Fortunately, true multi-core designs followed soon after where multiple CPU cores were designed from the ground up within the same package, with special consideration for parallel memory and bus access. They also featured shared caches that are separate from the individual CPU caches (L1/L2/L3) to improve inter-core communication by decreasing latency significantly. In 2001, IBM released Power4, which can be considered the first multi-core CPU, although the real pace of innovation and release cycle picked up after Intel’s 2005 release of the Core-2 Duo and AMD’s Athlon X2 series.

Many architectural innovations and design optimizations are still ongoing in this race. Enhancing core counts per generation has been the mainstay for both industry heavyweights, Intel and AMD. While today’s desktop workstation/laptops regularly use 4 or 6 core CPUs, high-end systems (enterprise data center machines or somewhat expensive cloud instances) may feature 12 or 16 cores per CPU.

For the data science revolution and progress, it makes sense to follow this journey closely and reap the benefits of all the innovations that hardware design can offer. But it is easier said than done. Parallelizing everyday data science tasks is a non-trivial task and needs special attention and investment.

What Is Parallel in Data Science?

For data science jobs, both data and models are important artifacts. Therefore, one of the first considerations to be made for any parallel computing effort is to the focal point of parallelizing: data or model.

Why do you need to think this through? Because some artifacts are easier to be imagined to be parallelized than the others. For example, assume you have 100 datasets to run some statistical testing on and 4 CPU cores in your laptop. It is not hard to imagine that it would be great if somehow you could distribute the datasets evenly across all the cores and execute the same code in parallel (Figure 10-1). This should reduce the overall time to execute the statistical testing code significantly, even if the scheme involves some upfront overhead for dividing and distributing data, and some end-of-the-cycle aggregation or accumulation of the processed data.
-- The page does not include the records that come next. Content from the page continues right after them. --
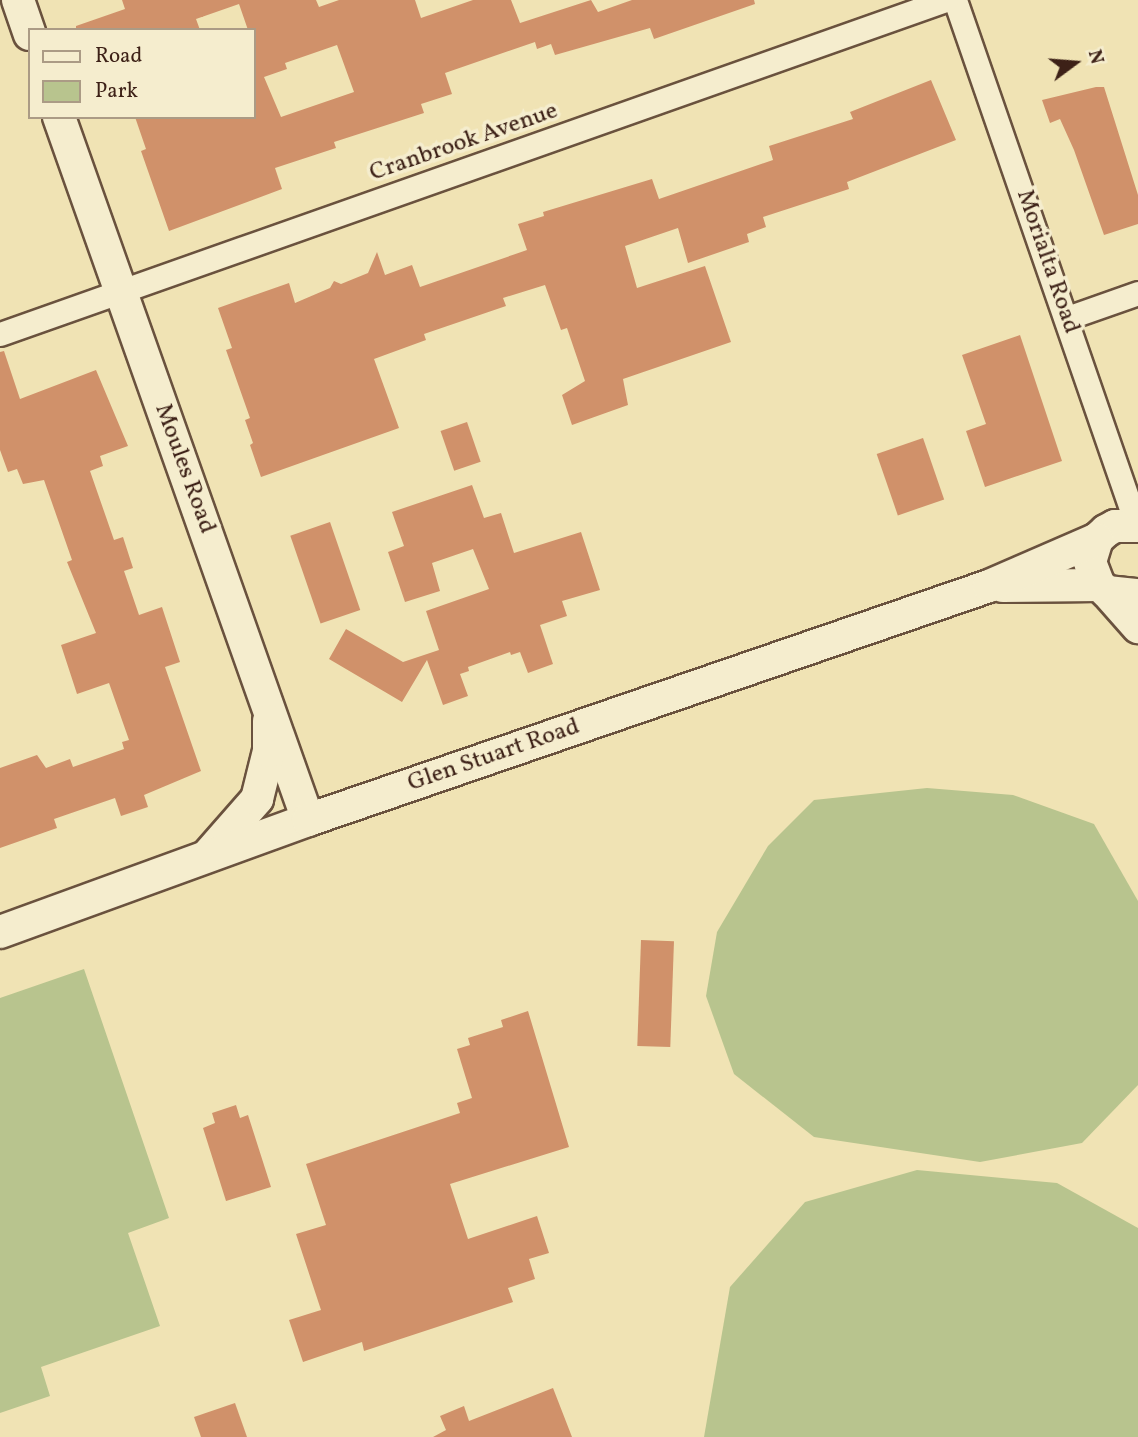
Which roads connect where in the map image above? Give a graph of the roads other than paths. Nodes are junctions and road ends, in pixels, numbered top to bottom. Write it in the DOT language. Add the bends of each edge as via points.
graph roads {
  1 [pos="18,0"];
  2 [pos="946,0"];
  3 [pos="955,0"];
  4 [pos="28,28"];
  5 [pos="60,119"];
  6 [pos="121,291"];
  7 [pos="1138,293"];
  8 [pos="1068,318"];
  9 [pos="0,334"];
  10 [pos="1138,526"];
  11 [pos="1097,538"];
  12 [pos="989,586"];
  13 [pos="1103,588"];
  14 [pos="1138,595"];
  15 [pos="1138,628"];
  16 [pos="269,709"];
  17 [pos="308,820"];
  18 [pos="205,858"];
  19 [pos="0,932"];
  1 -- 4 [label="main road"];
  2 -- 6 [label="street, Cranbrook Avenue"];
  3 -- 8 [label="street, Morialta Road"];
  5 -- 6 [label="main road, Moules Road"];
  6 -- 9 [label="street, Cranbrook Avenue"];
  6 -- 16 [label="main road, Moules Road"];
  7 -- 8 [label="street"];
  8 -- 10 [label="street, Morialta Road"];
  10 -- 11 [label="main road, Glen Stuart Road" via="1115,526"];
  11 -- 12 [label="main road, Glen Stuart Road"];
  11 -- 13 [label="main road" via="1090,562"];
  12 -- 13 [label="main road, Glen Stuart Road"];
  12 -- 17 [label="main road, Glen Stuart Road"];
  13 -- 14 [label="main road, Glen Stuart Road"];
  13 -- 15 [label="main road"];
  16 -- 17 [label="main road, Moules Road"];
  16 -- 18 [label="main road" via="269,751 257,799"];
  17 -- 18 [label="main road, Glen Stuart Road"];
  18 -- 19 [label="main road, Glen Stuart Road"];
}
Although this is not hard to imagine, the actual implementation is not that straightforward for a traditional Python-based data science stack using pandas or SciPy. As discussed in the last chapter, Python is inherently single-threaded and doing parallel processing with Python code needs some prior setup and clever manipulation. When a data scientist is using high-level analytics libraries like pandas, it is even more important to know the limitations for parallel processing (if any).
Figure 10-1

Distributing datasets across multiple computing cores

Moreover, data science is not limited to model exploration and statistical analysis on a single person’s laptop (or a single cloud-based compute node) anymore. From a single machine (however powerful it might be), the advantages are apparent for large-scale data analytics when one connects to a cluster architecture consisting of multiple computers banded together with high-speed network. In the limiting case, such a cluster aims to become a single entity of computing for all intents and purposes: a single brain arising out of parallel combination and communication among many smaller brains.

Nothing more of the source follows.